CHRIST AS LORD
I wish to try and shew what I understand is involved in believing on the Lord Jesus and in confessing Him Lord. To understand this we must consider the conditions in which He was made Lord and the present condition of this world. In Acts 2 the Holy Spirit, by Peter, charged the Jews with having made use of the Roman power to crucify Jesus. “Him, being delivered by the determinate counsel and foreknowledge of God, ye have taken, and by wicked hands [or by the hands of wicked men] have crucified and slain”, v 23. The Jews by the hands of the Romans had crucified and slain the Christ of God. This agrees with Psalm 2, where it says: “Why do the heathen rage, and the people [that is, the Jews] imagine a vain thing? The kings of the earth set themselves, and the rulers take counsel together, against the Lord, and against his anointed”, &c. Thus we see that the whole world, the religious Jew and the godless heathen, joined together to crucify the Son of God. All are implicated in this supreme sin, though the greatest guilt rests upon the Jew. Hence the Lord, in speaking of the coming of the Holy Spirit, said: “He will reprove the world of sin ... of sin because they believe not on me”, John 16: 8. The world has seen and hated Christ and the Father. This stamps the world with its true character. This is the controversy God has with this world.

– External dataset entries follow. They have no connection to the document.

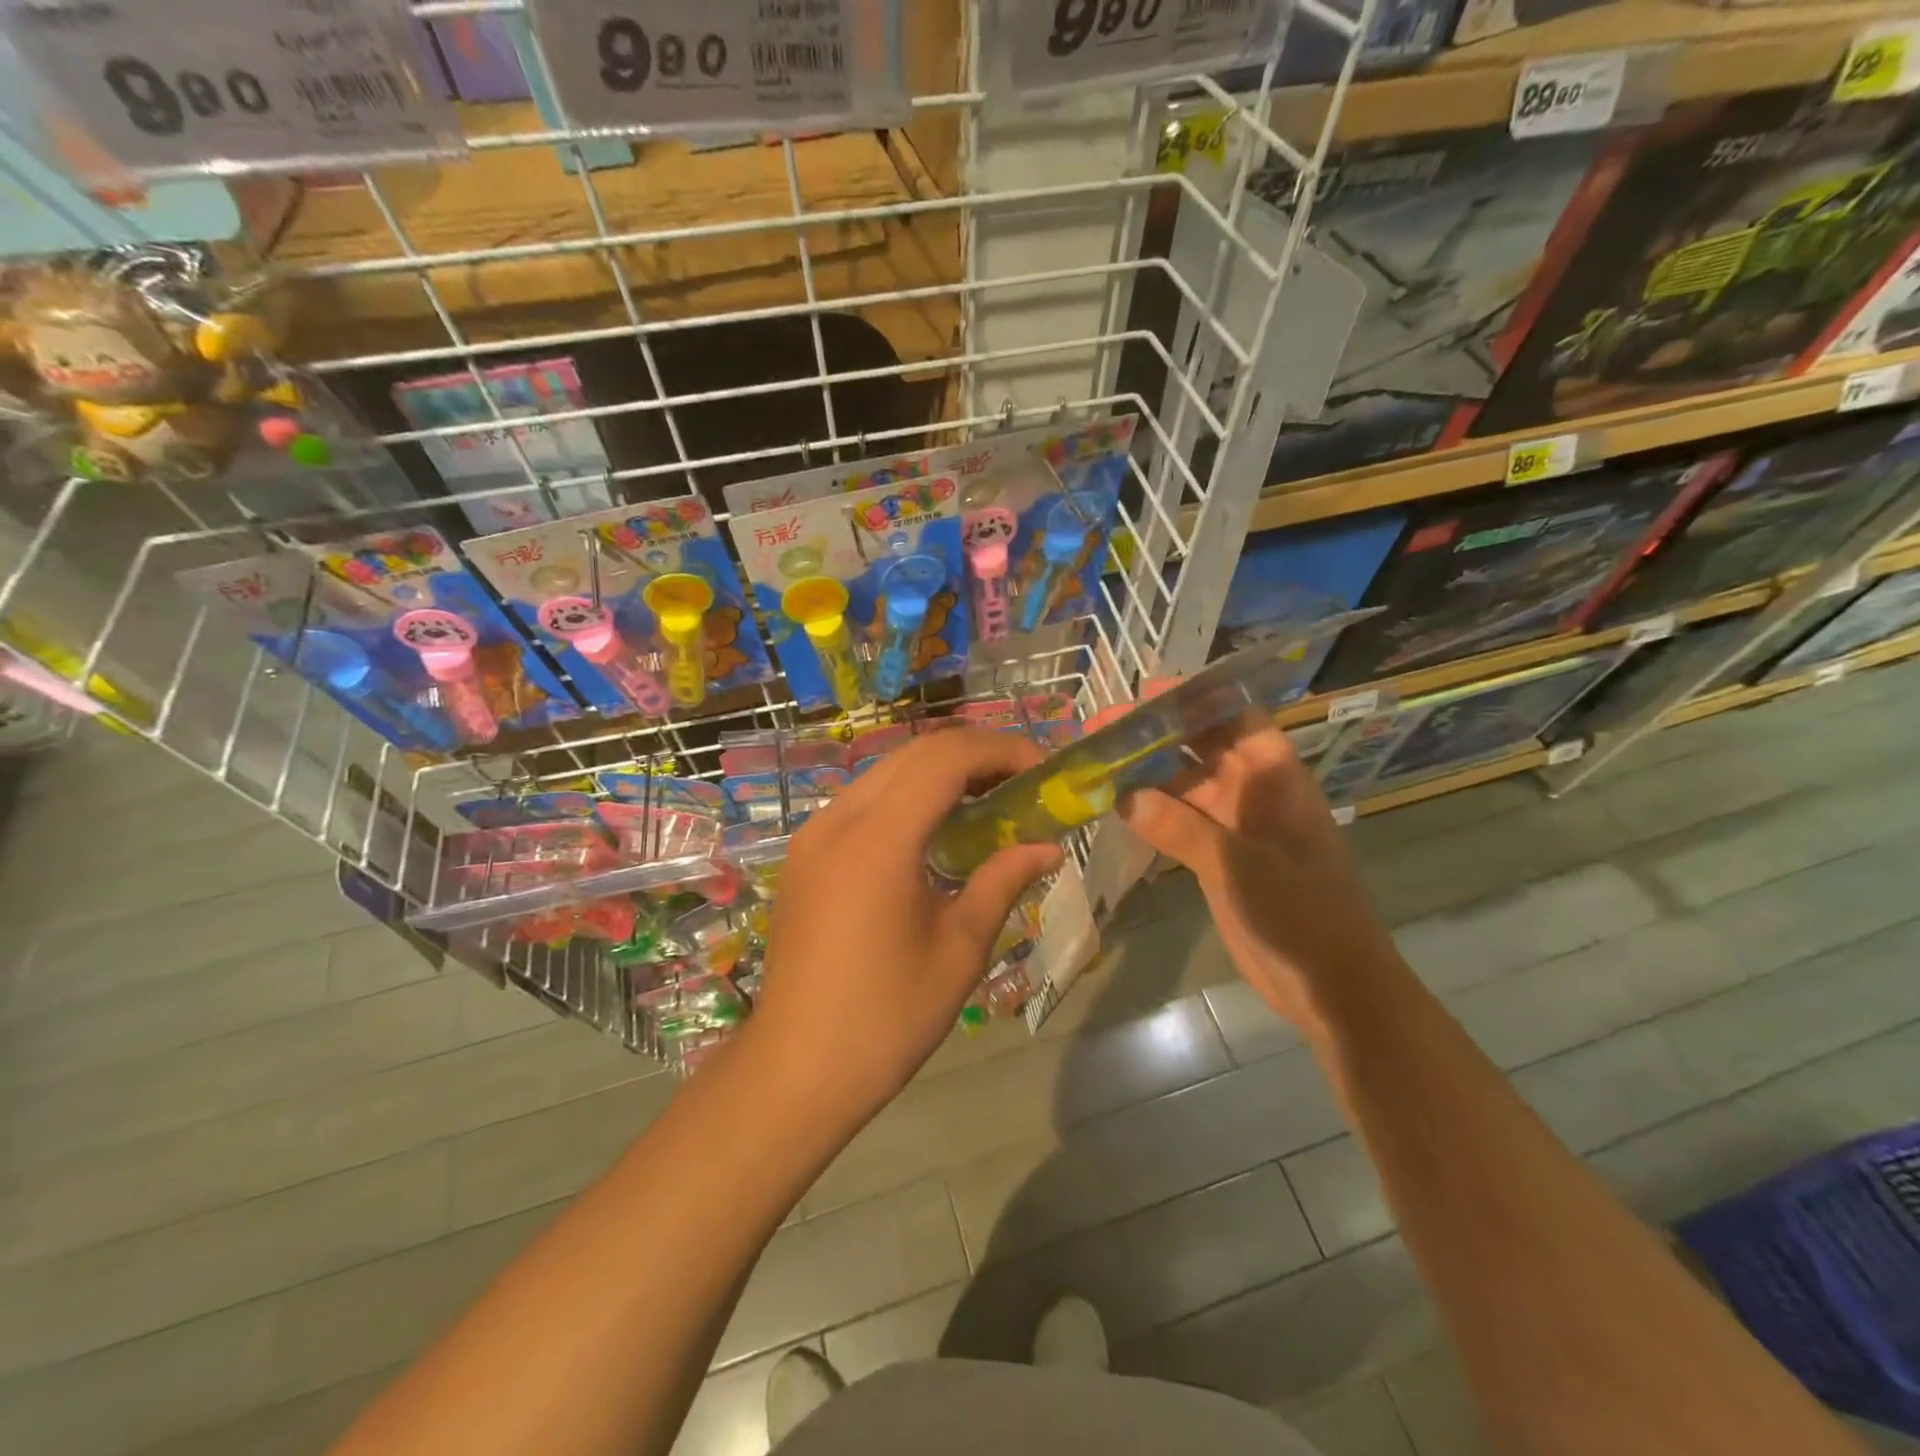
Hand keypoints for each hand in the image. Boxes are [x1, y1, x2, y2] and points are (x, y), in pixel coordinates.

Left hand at [746, 728, 1063, 1122]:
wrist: (797, 1069)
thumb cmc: (887, 1017)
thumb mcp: (959, 949)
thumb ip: (1002, 882)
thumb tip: (1047, 848)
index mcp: (877, 841)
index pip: (944, 759)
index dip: (1000, 750)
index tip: (1042, 768)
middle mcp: (838, 821)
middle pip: (913, 753)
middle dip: (974, 754)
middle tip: (1022, 781)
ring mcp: (813, 835)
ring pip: (885, 772)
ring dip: (939, 772)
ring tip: (987, 801)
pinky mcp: (805, 854)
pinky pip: (863, 801)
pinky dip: (907, 796)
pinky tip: (935, 830)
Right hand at [1119, 717, 1402, 1039]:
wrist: (1333, 987)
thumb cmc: (1301, 916)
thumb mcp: (1238, 866)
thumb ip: (1180, 828)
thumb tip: (1124, 796)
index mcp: (1276, 780)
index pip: (1236, 719)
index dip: (1196, 699)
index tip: (1146, 693)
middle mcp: (1255, 793)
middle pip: (1203, 749)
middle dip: (1157, 735)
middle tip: (1103, 727)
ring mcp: (1237, 827)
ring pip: (1187, 787)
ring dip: (1148, 776)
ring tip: (1098, 762)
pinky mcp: (1221, 858)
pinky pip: (1181, 823)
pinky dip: (1152, 814)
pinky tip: (1115, 806)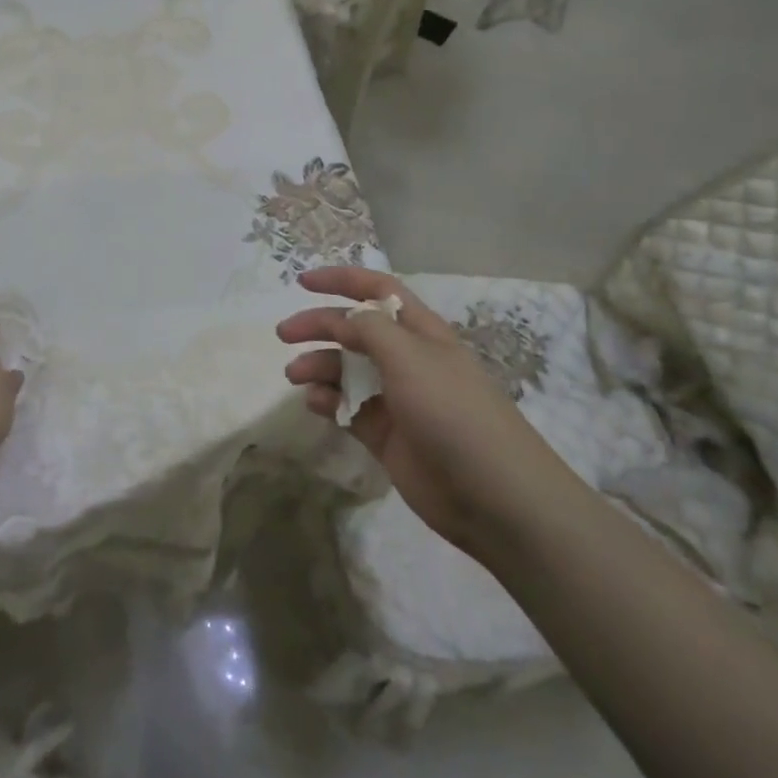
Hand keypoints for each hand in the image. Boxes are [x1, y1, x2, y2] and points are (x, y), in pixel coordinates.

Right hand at [278, 268, 585, 557]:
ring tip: (294, 376)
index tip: (302, 283)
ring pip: (347, 370)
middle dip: (319, 325)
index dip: (342, 280)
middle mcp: (407, 360)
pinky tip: (316, 404)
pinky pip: (348, 408)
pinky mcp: (386, 435)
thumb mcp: (409, 356)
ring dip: (318, 366)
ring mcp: (397, 399)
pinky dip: (328, 401)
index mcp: (420, 333)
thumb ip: (369, 328)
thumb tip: (345, 317)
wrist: (494, 497)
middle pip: (355, 330)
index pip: (377, 292)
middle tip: (284, 334)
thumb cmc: (452, 411)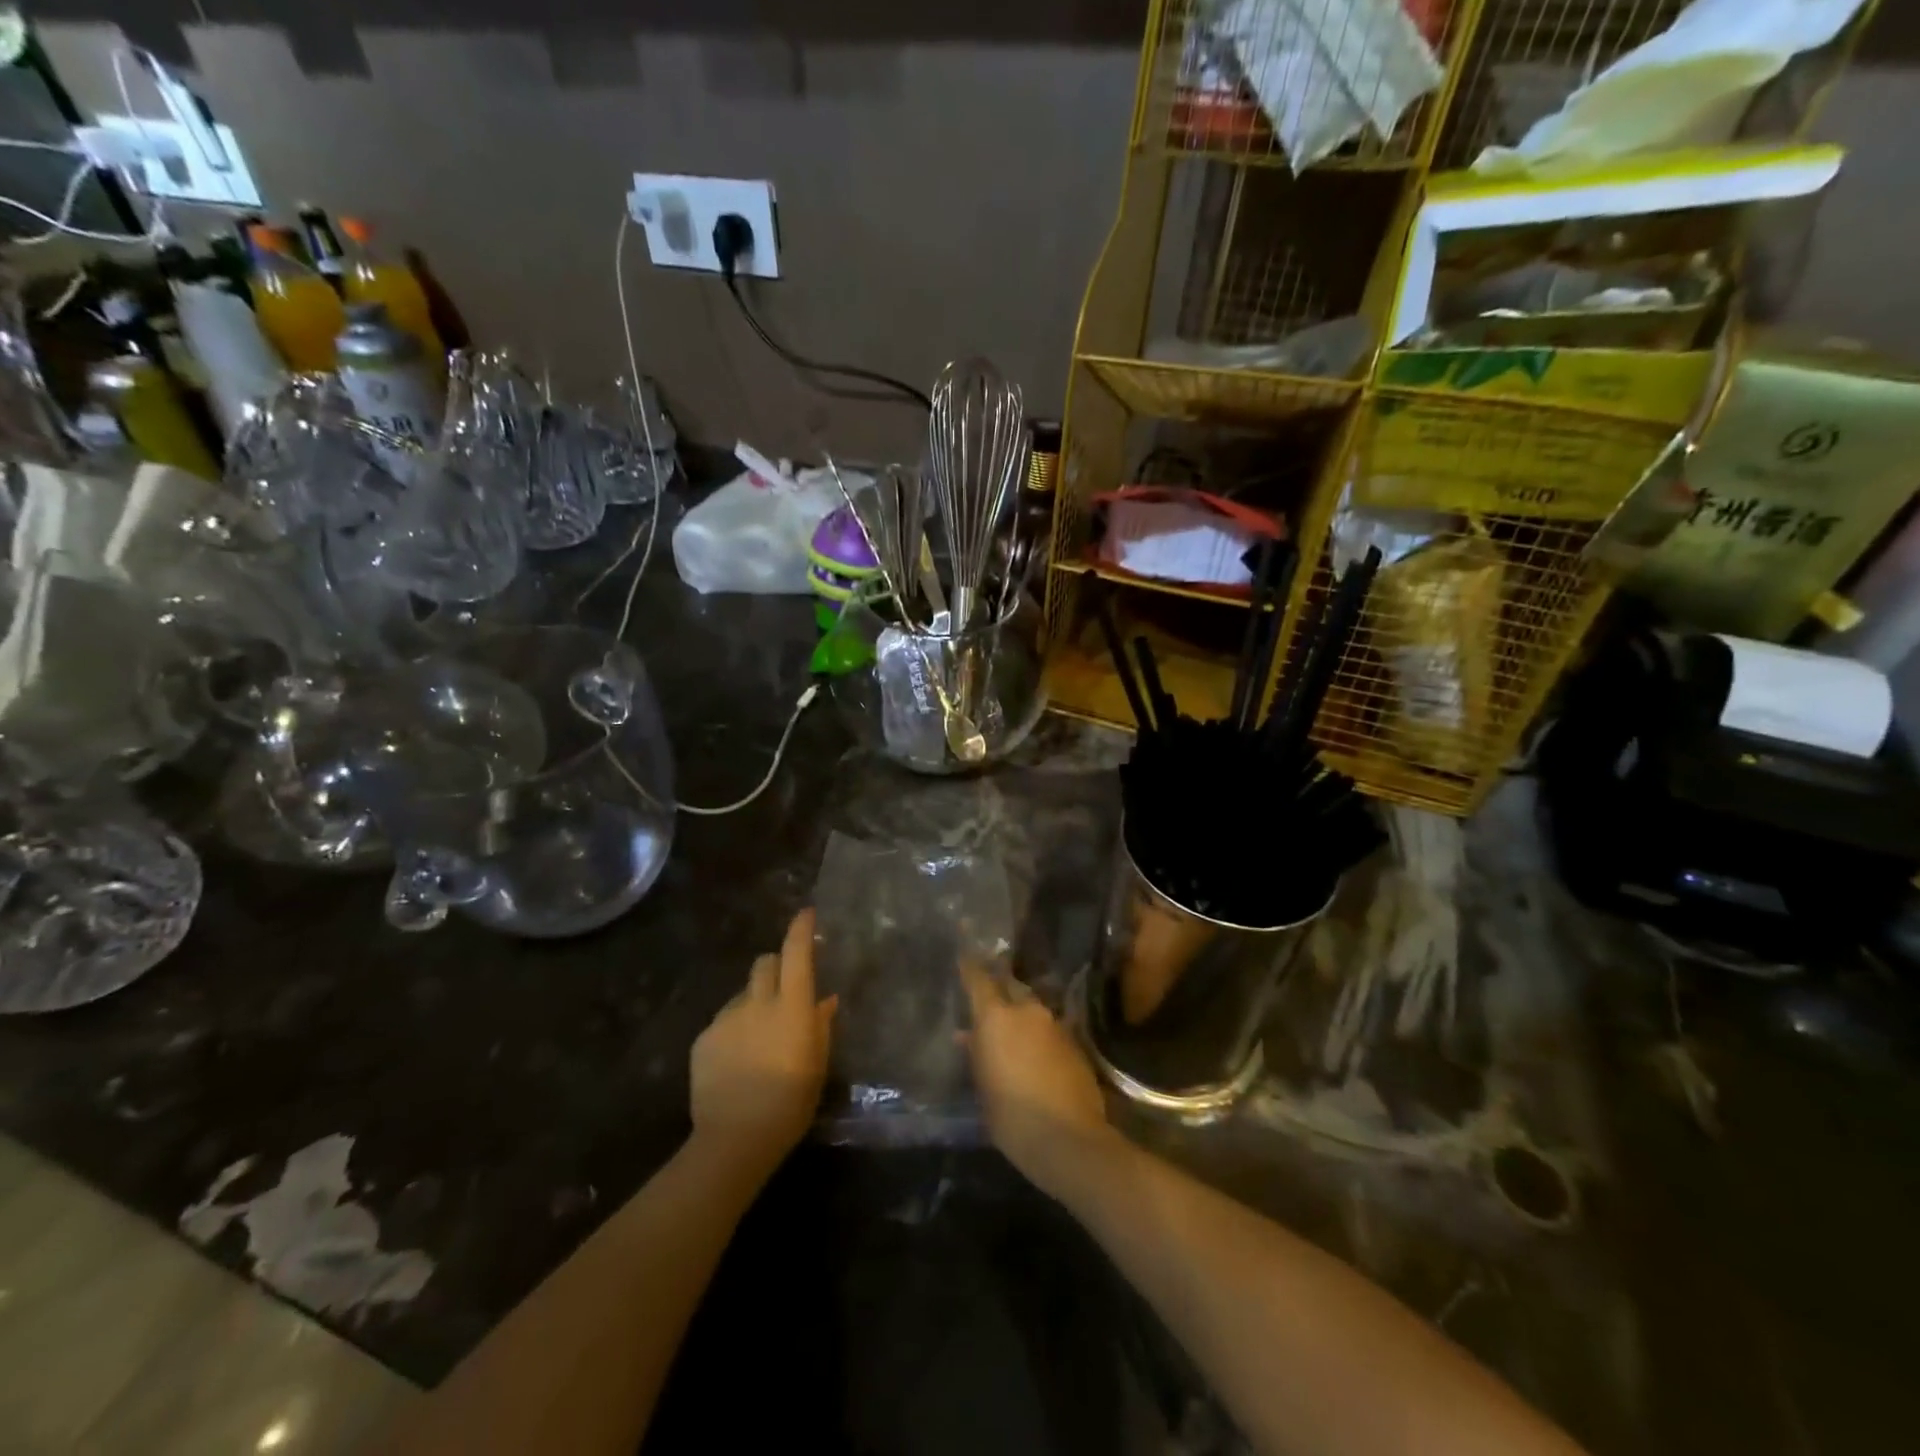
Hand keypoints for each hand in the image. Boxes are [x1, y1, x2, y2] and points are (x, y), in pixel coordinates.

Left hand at [690, 909, 836, 1176]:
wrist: (734, 1139)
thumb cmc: (790, 1104)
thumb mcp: (817, 1065)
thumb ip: (820, 1026)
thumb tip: (825, 999)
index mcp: (792, 1007)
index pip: (797, 954)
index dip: (801, 929)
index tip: (806, 913)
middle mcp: (758, 1002)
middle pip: (765, 963)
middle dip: (775, 966)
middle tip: (784, 989)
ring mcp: (727, 1019)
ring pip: (743, 993)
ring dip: (754, 1002)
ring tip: (758, 1037)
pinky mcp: (704, 1038)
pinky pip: (724, 1021)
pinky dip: (734, 1029)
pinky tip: (737, 1060)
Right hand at [959, 960, 1116, 1199]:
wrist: (1068, 1138)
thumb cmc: (1011, 1116)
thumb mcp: (983, 1087)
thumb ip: (976, 1054)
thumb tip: (966, 1035)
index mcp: (997, 1017)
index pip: (979, 979)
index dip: (970, 965)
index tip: (963, 949)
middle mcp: (1027, 1011)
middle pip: (1010, 986)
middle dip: (999, 987)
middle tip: (988, 995)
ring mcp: (1054, 1024)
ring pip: (1032, 1007)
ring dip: (1020, 1013)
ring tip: (1011, 1030)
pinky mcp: (1074, 1042)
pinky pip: (1049, 1028)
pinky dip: (1038, 1034)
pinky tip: (1034, 1053)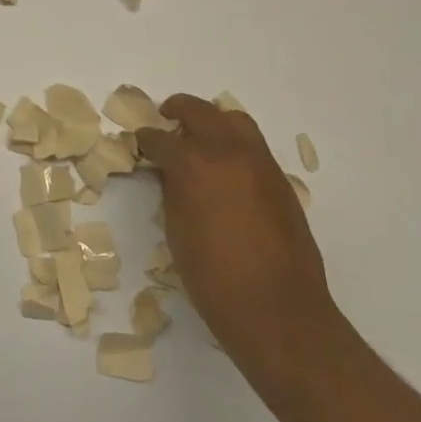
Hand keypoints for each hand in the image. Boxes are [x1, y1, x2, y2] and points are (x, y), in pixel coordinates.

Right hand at [136, 96, 337, 368]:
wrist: (277, 310)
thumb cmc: (213, 277)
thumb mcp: (176, 229)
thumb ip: (172, 191)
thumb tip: (170, 174)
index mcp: (193, 164)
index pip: (160, 139)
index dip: (145, 140)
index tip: (139, 143)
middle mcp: (228, 152)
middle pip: (199, 111)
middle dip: (178, 111)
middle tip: (165, 119)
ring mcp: (259, 163)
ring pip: (234, 120)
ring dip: (212, 121)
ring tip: (200, 137)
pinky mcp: (280, 180)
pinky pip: (253, 146)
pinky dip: (234, 144)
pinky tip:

The last time the world saw Christ was on the cross, in all the ignominy they had heaped upon Him when they crucified Him between two malefactors, and it will never see Him again till He comes in glory to execute the judgment of God, Rev 19. Men do not believe this. They would fain believe the world of today is not the world which crucified the Lord, and judging from outward appearances it might appear to be so. But no new world has come into existence since the cross. Men are the same; the flesh is unchanged. What is deceiving, is the fact that the world we see around us is a Christianised world, clothed with the profession of Christianity. But that is only an outward garb, under which there is the same hostility to Christ as always, as witnessed by the persecution of the true witnesses from Stephen onward; and in this the religious part of the world has always been foremost, Acts 7: 51, 52; 1 Thess 2: 14, 15; Rev 17: 3-6; 18: 24. Such is the present world, and such is the light in which God regards it. It only awaits the day of the Lord when it will be completely destroyed by the judgment of God, to make room for a new world which will be of God, 1 Thess 5: 2, 3; Matt 24: 37-39.
All this shews what a tremendous breach has come in between God and men. The world on the one side has crucified Jesus, God on the other side has raised Him from the dead, exalted Him, and given Him a name above every name and made Him Lord of all. There can be no compromise between God and the world. There can be no thought of God improving or bringing into order such a world. What He is now doing is to call men out of it, and so saving them from its doom. This being so, believing on the blessed Lord Jesus and confessing Him must involve separation from the whole system of this world. In Acts 2, when those who believed the preaching of Peter were convicted of their sin and said “Sirs, what must we do?” (v 37), he called upon them to repent and be baptised in the name of Jesus Christ. In so doing they in a formal way renounced their sin and separated themselves from the rest of the nation. Separation accompanied their confession. In Acts 11 it says of those who believed the preaching that they “turned unto the Lord”. In turning unto the Lord they must have turned from something—they not only turned from their former lawless ways, but from their former associations. If we have not done these two things we have not truly turned to the Lord. Walking in self-will and going on with the world are incompatible with faith in the Lord Jesus. He had to say to some in His day, “Why call ye me, Lord, Lord, and do not the things which I say?”, Luke 6: 46. Again, in 2 Corinthians 6 the apostle says: “What concord hath Christ with Belial? ... wherefore come out from among them, and be ye separate, saith the Lord, and touch not the unclean thing”, vv 15-17. Speaking for himself, the apostle could say, “God forbid that I should glory, save in the cross of our Lord Jesus Christ, by whom the world is crucified unto me, and I unto the world”, Gal 6: 14. In the light of the death of Christ the world to him was a judged system, and he had died to it, as the Lord said, “Now is the judgment of this world”, John 12: 31. “Let every one who names the name of the Lord withdraw from iniquity”, 2 Tim 2: 19.
May the Lord give every believer grace and courage to be true to his confession, so that it may not be in word only—but in deed and in truth. Whatever the difficulty, His grace is sufficient. As we call upon Him day by day we shall find daily salvation, and grace to follow and serve Him till we share His glory in the coming age.